I think that Islamophobia also exists in Canada. We’re fortunate to have a prime minister currently elected that is very different from, say Harper, who really stroked the fans of Islamophobia with the last election, with his anti-niqab policies and his barbaric cultural tip hotline. He wasn’t exactly Trump but he was as Canadian as you’re going to get when it comes to somebody who holds those sort of values. And we were really fortunate that minorities got together and made sure that he wasn’t re-elected. We have a prime minister who’s much more progressive on these issues than Harper would have been. We were very lucky to have dodged that bullet, but the damage that Harper did is still relevant and can still come back. And we still have to be vigilant to make sure that people are not going to continue that rhetoric of racism.
Q: In your documentary and your book you share a lot of your personal life. Did you ever hesitate or feel nervous doing that? Was it essential for your comedy?

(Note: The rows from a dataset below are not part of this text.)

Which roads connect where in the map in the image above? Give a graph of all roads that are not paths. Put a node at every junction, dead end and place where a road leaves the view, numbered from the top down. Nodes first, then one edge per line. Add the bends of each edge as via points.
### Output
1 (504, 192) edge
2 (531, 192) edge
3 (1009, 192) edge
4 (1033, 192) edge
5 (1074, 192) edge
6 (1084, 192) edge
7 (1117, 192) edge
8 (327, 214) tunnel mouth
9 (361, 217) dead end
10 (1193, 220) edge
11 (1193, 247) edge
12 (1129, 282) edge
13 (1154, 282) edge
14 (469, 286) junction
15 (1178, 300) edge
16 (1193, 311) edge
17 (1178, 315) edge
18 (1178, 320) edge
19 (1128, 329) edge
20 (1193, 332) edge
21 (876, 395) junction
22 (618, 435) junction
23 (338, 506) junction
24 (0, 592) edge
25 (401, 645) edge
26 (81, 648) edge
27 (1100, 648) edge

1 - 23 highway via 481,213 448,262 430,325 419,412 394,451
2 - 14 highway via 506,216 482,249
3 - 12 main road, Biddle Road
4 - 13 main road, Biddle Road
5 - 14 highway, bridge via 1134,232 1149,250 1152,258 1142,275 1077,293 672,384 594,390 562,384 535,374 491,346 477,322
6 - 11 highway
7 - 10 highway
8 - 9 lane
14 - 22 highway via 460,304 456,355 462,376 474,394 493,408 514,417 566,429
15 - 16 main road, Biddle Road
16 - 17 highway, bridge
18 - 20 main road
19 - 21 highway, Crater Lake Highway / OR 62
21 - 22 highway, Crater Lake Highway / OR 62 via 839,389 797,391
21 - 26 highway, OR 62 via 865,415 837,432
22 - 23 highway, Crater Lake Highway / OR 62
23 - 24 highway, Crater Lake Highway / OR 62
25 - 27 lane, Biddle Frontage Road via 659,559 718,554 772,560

What I don’t make fun of is what I would consider sacred, which would be God and Qur’an, or the prophets of God. I mean, those are issues that I do consider sacred. But at the same time, I feel like you can still talk about them in a humorous way. But there’s a difference between talking about things that are funny versus making fun of them or degrading them, or humiliating those things. I think the way you write and talk about issues, makes a big difference. It’s also a matter of power, right? People who are in power, it’s easy for them to make fun of themselves, and when you make the same jokes about a minority when you are the person in power, then it has a different sensibility. That’s what you have to be careful about.
Q: You’ve spoken and written about growing up Muslim in Canada. What was it like going to Ryerson when you did?
I loved Ryerson, it was a great place to learn to be a journalist. At that point, I thought I was going to be a doctor so I had a science degree. So I came to Ryerson with a science degree, never having worked in the arts or having written anything significant. So it was a really great place to discover myself as a writer.
Q: How and why did you make the transition from journalism to television?
I just felt that journalism wasn’t creative enough for me, that I probably should have gone into film school but hadn’t known about that aspect of writing. I needed to write stories, and journalism was probably more of a constraint for me, so I needed to go somewhere I could have more creative freedom. So I made the move from journalism to television.
Q: What do you think it is about comedy that affects people in this way?
You consider Muslims “the other,” yet when you laugh at them, it humanizes them and you realize you have so much more in common with them than you would have realized otherwise, and so you see their humanity. You see them as human beings and you see your own humanity reflected in them. You see that we have universal categories or tendencies, characteristics and they’re all the same. We’re all people and we’re all the same, and we’re just different colours or a different face, but ultimately, at our core, we are just people, with the same foibles.
This interview has been edited for clarity and condensed.